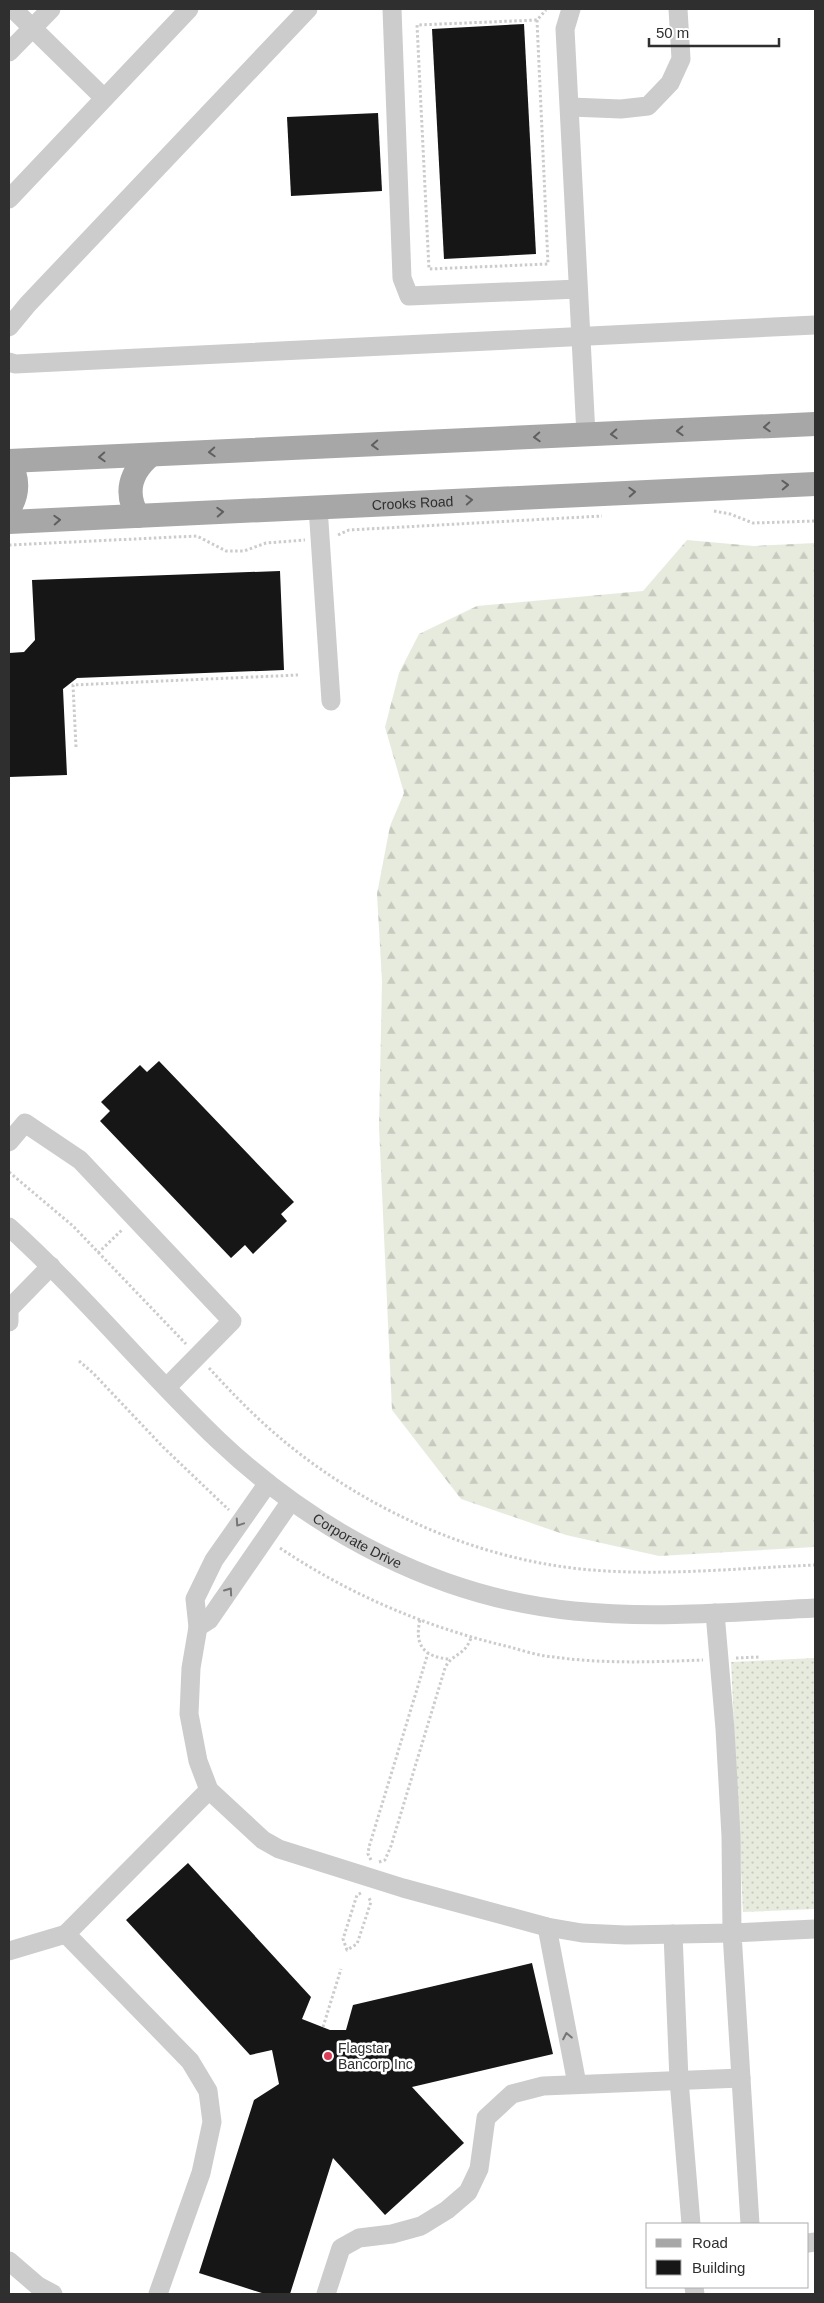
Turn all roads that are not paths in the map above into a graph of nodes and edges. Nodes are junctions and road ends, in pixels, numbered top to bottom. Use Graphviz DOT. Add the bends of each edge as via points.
graph roads {
  1 [pos="13,9"];
  2 [pos="51,9"];
  3 [pos="189,9"];
  4 [pos="308,9"];
  5 [pos="392,9"];
  6 [pos="571,9"];
  7 [pos="678,9"];
  8 [pos="33,28"];
  9 [pos="9,52"];
  10 [pos="104,98"];
  11 [pos="570,106"];
  12 [pos="9,199"];
  13 [pos="578,289"];
  14 [pos="815,325"];
  15 [pos="9,328"];
  16 [pos="581,336"];
  17 [pos="9,362"];
  18 [pos="815,424"];
  19 [pos="586,435"];
  20 [pos="151,455"];
  21 [pos="9,461"];
  22 [pos="815,484"];
  23 [pos="318,507"];
  24 [pos="9,508"];
  25 [pos="138,516"];
  26 [pos="9,522"];
  27 [pos="330,701"];
  28 [pos="9,1142"];
  29 [pos="9,1227"];
  30 [pos="51,1266"];
  31 [pos="9,1322"];
  32 [pos="167,1387"];
  33 [pos="268,1483"];
  34 [pos="292,1501"];
  35 [pos="815,1608"];
  36 [pos="715,1613"];
  37 [pos="198,1627"];
  38 [pos="209,1790"];
  39 [pos="546,1927"];
  40 [pos="815,1929"];
  41 [pos="732,1933"];
  42 [pos="66,1934"];
  43 [pos="673,1934"];
  44 [pos="9,1951"];
  45 [pos="741,2078"];
  46 [pos="680,2080"];
  47 [pos="577,2084"];
  48 [pos="691,2223"];
  49 [pos="750,2223"];
  50 [pos="9,2261"];
  51 [pos="53,2294"];
  52 [pos="158,2294"];
  53 [pos="326,2294"];
  1 -- 8 [label="street"];
  2 -- 8 [label="street"];
  3 -- 10 [label="street"];
  4 -- 15 [label="street" via="28,304"];
  5 -- 13 [label="street" via="402,278 408,296"];
  6 -- 11 [label="street" via="565,29"];
  7 -- 11 [label="street" via="680,59 670,83 648,106 621,109"];
  8 -- 9 [label="street"];
  8 -- 10 [label="street"];
  10 -- 12 [label="street"];
  11 -- 13 [label="street"];
  13 -- 16 [label="street"];
  14 -- 16 [label="street"];
  16 -- 17 [label="street"];
  16 -- 19 [label="street"];
  18 -- 19 [label="main road, one-way"];
  19 -- 20 [label="main road, one-way"];
  20 -- 21 [label="main road, one-way"];
  20 -- 25 [label="main road" via="135,471 129,490"];
  21 -- 24 [label="main road" via="16,484"];
  23 -- 22 [label="main road, Crooks Road, one-way"];
  25 -- 23 [label="main road, Crooks Road, one-way"];
  23 -- 27 [label="street"];
  26 -- 25 [label="main road, Crooks Road, one-way"];
  28 -- 32 [label="street" via="26,1123 80,1160 232,1322"];
  29 -- 30 [label="street, Corporate Drive"];
  30 -- 31 [label="street" via="9,1309"];
  30 -- 32 [label="street, Corporate Drive"];
  32 -- 33 [label="street, Corporate Drive" via="217,1438"];
  33 -- 34 [label="street, Corporate Drive"];
  33 -- 37 [label="street, one-way" via="204,1578 195,1599"];
  34 -- 36 [label="street, Corporate Drive" via="374,1551 430,1576 486,1595 588,1612"];
  37 -- 34 [label="street, one-way" via="209,1620"];
  35 -- 36 [label="street, Corporate Drive"];
  36 -- 41 [label="street" via="729,1807"];
  37 -- 38 [label="street" via="188,1714 198,1761"];
  38 -- 39 [label="street" via="257,1834 279,1849"];
  38 -- 42 [label="street"];
  39 -- 43 [label="street" via="582,1933"];
  47 -- 39 [label="street, one-way"];
  40 -- 41 [label="street"];
  41 -- 43 [label="street"];
  41 -- 45 [label="street"];
  42 -- 44 [label="street"];
  42 -- 52 [label="street" via="190,2061 208,2091 212,2122 201,2173"];
  43 -- 46 [label="street"];
  45 -- 46 [label="street"];
  45 -- 49 [label="street"];
  46 -- 47 [label="street"];
  46 -- 48 [label="street"];
  47 -- 53 [label="street" via="543,2086 512,2094 486,2118 479,2170 468,2192 421,2226 358,2238 340,2248"];
  50 -- 51 [label="street" via="38,2286"];
}
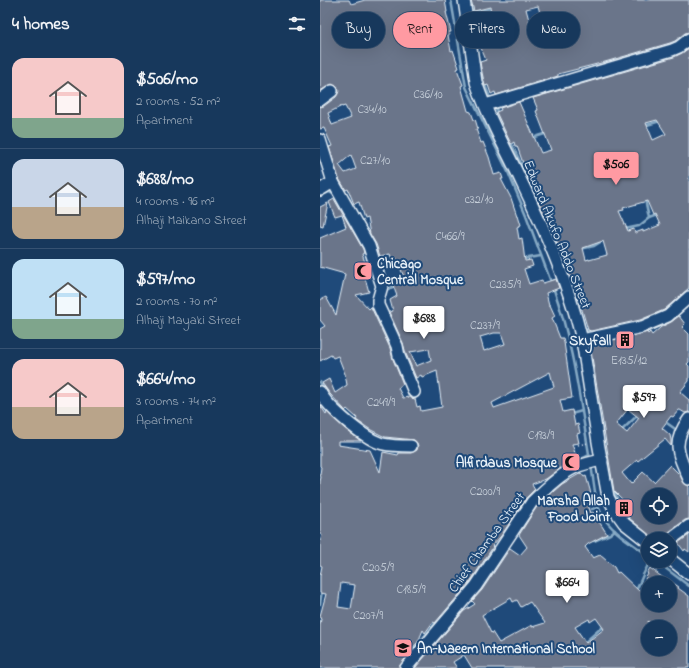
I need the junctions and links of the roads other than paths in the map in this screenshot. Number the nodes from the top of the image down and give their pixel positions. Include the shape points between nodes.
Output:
1 (464, 0) edge
2 (689, 39) edge
3 (332, 91) dead end
4 (320, 100) edge
5 (485, 105) junction
6 (320, 140) edge
7 (333, 182) junction
8 (320, 190) edge
9 (689, 298) edge
10 (582, 340) junction
11 (320, 392) edge
12 (414, 392) dead end
13 (689, 419) edge
14 (411, 446) dead end
15 (594, 462) junction
16 (689, 480) edge
17 (689, 526) edge
18 (677, 535) edge
19 (641, 536) edge
20 (677, 566) edge
21 (689, 574) edge
22 (406, 668) edge

1 - 5 street, Edward Akufo Addo Street via 476,82
2 - 5 street via 659,54
3 - 4 street
5 - 10 street, Edward Akufo Addo Street via 546,237 570,297
6 - 7 street
7 - 8 street
7 - 12 street via 369,246 382,286 378,305
9 - 10 street via 668,316 649,325
10 - 15 street, Edward Akufo Addo Street
11 - 14 street via 323,399 346,421 369,438 384,444
13 - 16 street via 678,437 677,444
15 - 19 street, Edward Akufo Addo Street via 616,512 624,523
15 - 22 street, Chief Chamba Street via 572,468 532,502 476,586
17 - 18 street
20 - 21 street

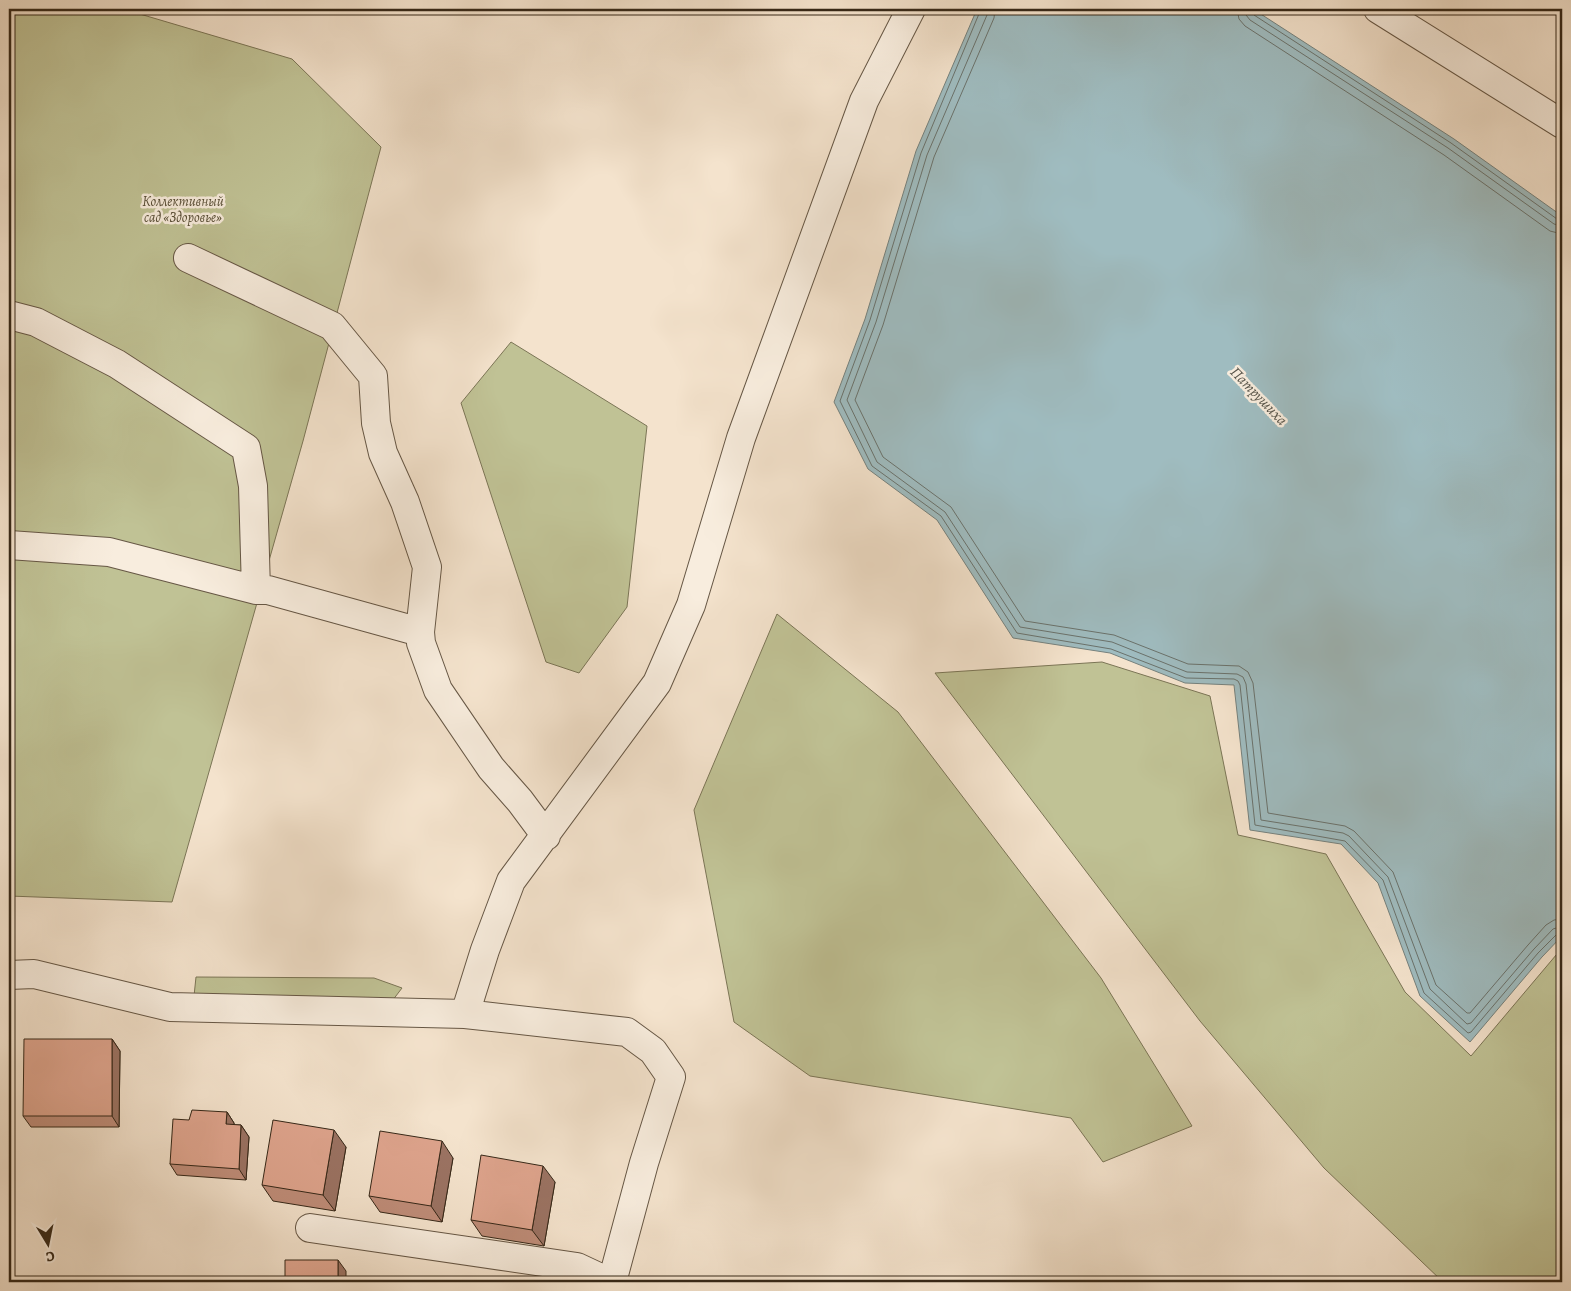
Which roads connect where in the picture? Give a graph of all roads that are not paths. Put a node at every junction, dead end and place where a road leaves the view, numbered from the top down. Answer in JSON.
{"nodes":[{"id":1,"x":911,"y":9,"type":"edge"},
{"id":2,"x":1378,"y":9,"type":"edge"},
{"id":3,"x":1562,"y":124,"type":"edge"},
{"id":4,"x":188,"y":258,"type":"dead end"},
{"id":5,"x":9,"y":314,"type":"edge"},
{"id":6,"x":9,"y":545,"type":"edge"},
{"id":7,"x":256,"y":590,"type":"junction"},
{"id":8,"x":420,"y":632,"type":"junction"},
{"id":9,"x":546,"y":836,"type":"junction"},
{"id":10,"x":9,"y":975,"type":"edge"},
{"id":11,"x":465,"y":1014,"type":"junction"},
{"id":12,"x":310,"y":1228,"type":"dead end"},
{"id":13,"x":610,"y":1282,"type":"edge"}],
"edges":[{"from":1,"to":9,"type":"lane"},
{"from":2,"to":3,"type":"lane"},
{"from":4,"to":8,"type":"lane"},
{"from":5,"to":7,"type":"lane"},
{"from":6,"to":7,"type":"lane"},
{"from":7,"to":8,"type":"lane"},
{"from":8,"to":9,"type":"lane"},
{"from":9,"to":11,"type":"lane"},
{"from":10,"to":11,"type":"lane"},
{"from":11,"to":13,"type":"lane"},
{"from":12,"to":13,"type":"lane"}]}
◇ ◇ ◇ ◇
Directions: Each entry should be repeated exactly as it appears; the pictures stay out.

Response to this exercise:
Turn all roads that are not paths in the map above into a graph of nodes and edges. Nodes are junctions and road ends, in pixels, numbered top to bottom. Use Graphviz DOT. Add the bends of each edge as via points.
graph roads {
  1 [pos="13,9"];
  2 [pos="51,9"];
  3 [pos="189,9"];
  4 [pos="308,9"];
  5 [pos="392,9"];
  6 [pos="571,9"];
  7 [pos="678,9"];
  8 [pos="33,28"];
  9 [pos="9,52"];
  10 [pos="104,98"];
  11 [pos="570,106"];
  12 [pos="9,199"];
  13 [pos="578,289"];
  14 [pos="815,325"];
  15 [pos="9,328"];
  16 [pos="581,336"];
  17 [pos="9,362"];
  18 [pos="815,424"];
  19 [pos="586,435"];
  20 [pos="151,455"];
  21 [pos="9,461"];
  22 [pos="815,484"];
  23 [pos="318,507"];
  24 [pos="9,508"];
  25 [pos="138,516"];
  26 [pos="9,522"];
  27 [pos="330,701"];
  28 [pos="9,1142"];
  29 [pos="9,1227"];
  30 [pos="51,1266"];
  31 [pos="9,1322"];
  32 [pos="167,1387"];
  33 [pos="268,1483"];
  34 [pos="292,1501"];
  35 [pos="815,1608"];
  36 [pos="715,1613"];
  37 [pos="198,1627"];
  38 [pos="209,1790"];
  39 [pos="546,1927"];
  40 [pos="815,1929"];
  41 [pos="732,1933"];
  42 [pos="66,1934"];
  43 [pos="673,1934"];
  44 [pos="9,1951"];
  45 [pos="741,2078"];
  46 [pos="680,2080"];
  47 [pos="577,2084"];
  48 [pos="691,2223"];
  49 [pos="750,2223"];
  50 [pos="9,2261"];
  51 [pos="53,2294"];
  52 [pos="158,2294"];
  53 [pos="326,2294"];
  1 -- 8 [label="street"];
  2 -- 8 [label="street"];
  3 -- 10 [label="street"];
  4 -- 15 [label="street" via="28,304"];
  5 -- 13 [label="street" via="402,278 408,296"];
  6 -- 11 [label="street" via="565,29"];
  7 -- 11 [label="street" via="680,59 670,83 648,106 621,109"];
  8 -- 9 [label="street"];
  8 -- 10 [label="street"];
  10 -- 12 [label="street"];
  11 -- 13 [label="street"];
  13 -- 16 [label="street"];
  14 -- 16 [label="street"];
  16 -- 17 [label="street"];
  16 -- 19 [label="street"];
  18 -- 19 [label="main road, one-way"];
  19 -- 20 [label="main road, one-way"];
  20 -- 21 [label="main road, one-way"];
  20 -- 25 [label="main road" via="135,471 129,490"];
  21 -- 24 [label="main road" via="16,484"];
  23 -- 22 [label="main road, Crooks Road, one-way"];
  25 -- 23 [label="main road, Crooks Road, one-way"];
  23 -- 27 [label="street"];
  26 -- 25 [label="main road, Crooks Road, one-way"];
  28 -- 32 [label="street" via="26,1123 80,1160 232,1322"];
  29 -- 30 [label="street, Corporate Drive"];
  30 -- 31 [label="street" via="9,1309"];
  30 -- 32 [label="street, Corporate Drive"];
  32 -- 33 [label="street, Corporate Drive" via="217,1438"];
  33 -- 34 [label="street, Corporate Drive"];
  33 -- 37 [label="street, one-way" via="204,1578 195,1599"];
  34 -- 36 [label="street, Corporate Drive" via="374,1551 430,1576 486,1595 588,1612"];
  37 -- 34 [label="street, one-way" via="209,1620"];
  35 -- 36 [label="street, Corporate Drive"];
  36 -- 41 [label="street" via="729,1807"];
  37 -- 38 [label="street" via="188,1714 198,1761"];
  38 -- 39 [label="street" via="257,1834 279,1849"];
  38 -- 42 [label="street"];
  39 -- 43 [label="street" via="582,1933"];
  47 -- 39 [label="street, one-way"];
  40 -- 41 [label="street"];
  41 -- 43 [label="street"];
  41 -- 45 [label="street"];
  42 -- 44 [label="street"];
  42 -- 52 [label="street" via="190,2061 208,2091 212,2122 201,2173"];
  43 -- 46 [label="street"];
  45 -- 46 [label="street"];
  45 -- 49 [label="street"];
  46 -- 47 [label="street"];
  46 -- 48 [label="street"];
  47 -- 53 [label="street" via="543,2086 512,2094 486,2118 479,2170 468,2192 421,2226 358,2238 340,2248"];
  50 -- 51 [label="street" via="38,2286"];
}
I need the junctions and links of the roads other than paths in the map in this screenshot. Number the nodes from the top of the image down and give their pixel positions. Include the shape points between nodes.
Output:
1 (464, 0) edge
2 (689, 39) edge
3 (332, 91) dead end
4 (320, 100) edge
5 (485, 105) junction
6 (320, 140) edge
7 (333, 182) junction
8 (320, 190) edge
9 (689, 298) edge
10 (582, 340) junction
11 (320, 392) edge
12 (414, 392) dead end
13 (689, 419) edge
14 (411, 446) dead end
15 (594, 462) junction
16 (689, 480) edge
17 (689, 526) edge
18 (677, 535) edge
19 (641, 536) edge
20 (677, 566) edge
21 (689, 574) edge
22 (406, 668) edge

1 - 5 street, Edward Akufo Addo Street via 476,82
2 - 5 street via 659,54
3 - 4 street
5 - 10 street, Edward Akufo Addo Street via 546,237 570,297
6 - 7 street
7 - 8 street
7 - 12 street via 369,246 382,286 378,305
9 - 10 street via 668,316 649,325
10 - 15 street, Edward Akufo Addo Street
11 - 14 street via 323,399 346,421 369,438 384,444
13 - 16 street via 678,437 677,444
15 - 19 street, Edward Akufo Addo Street via 616,512 624,523
15 - 22 street, Chief Chamba Street via 572,468 532,502 476,586
17 - 18 street
20 - 21 street

Which roads connect where in the picture? Give a graph of all roads that are not paths. Put a node at every junction, dead end and place where a road leaves the view, numbered from the top down. Answer in JSON.
{"nodes":[{"id":1,"x":911,"y":9,"type":"edge"},
{"id":2,"x":1378,"y":9,"type":"edge"},
{"id":3,"x":1562,"y":124,"type":"edge"},
{"id":4,"x":188,"y":258,"type":"dead end"},
{"id":5,"x":9,"y":314,"type":"edge"},
{"id":6,"x":9,"y":545,"type":"edge"},
{"id":7,"x":256,"y":590,"type":"junction"},
{"id":8,"x":420,"y":632,"type":"junction"},
{"id":9,"x":546,"y":836,"type":"junction"},
{"id":10,"x":9,"y":975,"type":"edge"},
{"id":11,"x":465,"y":1014,"type":"junction"},
{"id":12,"x":310,"y":1228,"type":"dead end"},
{"id":13,"x":610,"y":1282,"type":"edge"}],
"edges":[{"from":1,"to":9,"type":"lane"},
{"from":2,"to":3,"type":"lane"},
{"from":4,"to":8,"type":"lane"},
{"from":5,"to":7,"type":"lane"},
{"from":6,"to":7,"type":"lane"},
{"from":7,"to":8,"type":"lane"},
{"from":8,"to":9,"type":"lane"},
{"from":9,"to":11,"type":"lane"},
{"from":10,"to":11,"type":"lane"},
{"from":11,"to":13,"type":"lane"},
{"from":12,"to":13,"type":"lane"}]}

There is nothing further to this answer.